Stored data entries
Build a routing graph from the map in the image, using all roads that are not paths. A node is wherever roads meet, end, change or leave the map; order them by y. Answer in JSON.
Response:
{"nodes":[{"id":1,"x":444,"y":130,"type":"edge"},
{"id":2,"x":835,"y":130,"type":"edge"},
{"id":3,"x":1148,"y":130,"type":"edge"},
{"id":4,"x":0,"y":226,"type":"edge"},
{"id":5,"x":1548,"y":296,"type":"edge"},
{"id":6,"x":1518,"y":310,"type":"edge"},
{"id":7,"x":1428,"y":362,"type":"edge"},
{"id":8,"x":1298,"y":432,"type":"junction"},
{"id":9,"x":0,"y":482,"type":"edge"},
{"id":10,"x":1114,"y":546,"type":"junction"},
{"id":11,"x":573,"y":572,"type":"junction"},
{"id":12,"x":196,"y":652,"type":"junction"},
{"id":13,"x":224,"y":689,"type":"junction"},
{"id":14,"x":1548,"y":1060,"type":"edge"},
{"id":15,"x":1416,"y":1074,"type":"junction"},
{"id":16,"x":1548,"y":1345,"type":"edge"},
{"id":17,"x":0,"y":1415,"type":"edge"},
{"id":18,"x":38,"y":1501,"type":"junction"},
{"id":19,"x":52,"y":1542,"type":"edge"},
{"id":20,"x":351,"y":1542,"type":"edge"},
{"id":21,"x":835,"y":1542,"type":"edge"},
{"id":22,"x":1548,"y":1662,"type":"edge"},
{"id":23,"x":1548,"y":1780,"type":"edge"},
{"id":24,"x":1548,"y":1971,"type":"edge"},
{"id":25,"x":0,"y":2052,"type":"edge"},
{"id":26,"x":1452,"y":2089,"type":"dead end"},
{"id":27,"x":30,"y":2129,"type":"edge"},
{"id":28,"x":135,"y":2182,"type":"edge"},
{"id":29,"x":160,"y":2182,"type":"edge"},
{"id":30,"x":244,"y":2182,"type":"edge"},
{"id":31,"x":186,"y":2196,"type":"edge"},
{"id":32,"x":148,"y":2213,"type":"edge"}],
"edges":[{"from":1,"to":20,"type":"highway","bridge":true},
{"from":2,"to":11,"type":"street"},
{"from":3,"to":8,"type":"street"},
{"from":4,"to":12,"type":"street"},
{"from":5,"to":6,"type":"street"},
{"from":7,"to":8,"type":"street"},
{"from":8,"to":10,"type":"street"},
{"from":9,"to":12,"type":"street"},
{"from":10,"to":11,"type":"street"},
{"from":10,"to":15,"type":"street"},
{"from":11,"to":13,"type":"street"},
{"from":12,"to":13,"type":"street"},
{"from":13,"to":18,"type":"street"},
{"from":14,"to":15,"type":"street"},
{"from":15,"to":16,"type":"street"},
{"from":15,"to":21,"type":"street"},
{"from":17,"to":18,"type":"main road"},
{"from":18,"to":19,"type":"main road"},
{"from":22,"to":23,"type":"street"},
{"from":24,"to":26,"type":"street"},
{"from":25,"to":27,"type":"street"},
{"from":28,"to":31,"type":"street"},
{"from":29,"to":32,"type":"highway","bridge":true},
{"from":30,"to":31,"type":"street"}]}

* [TASK GOAL]
Isolate the lines above that contain the word "bridge" and copy them.

* [RESPONSE FOR THIS EXERCISE]
"edges":[{"from":1,"to":20,"type":"highway","bridge":true},
{"from":29,"to":32,"type":"highway","bridge":true},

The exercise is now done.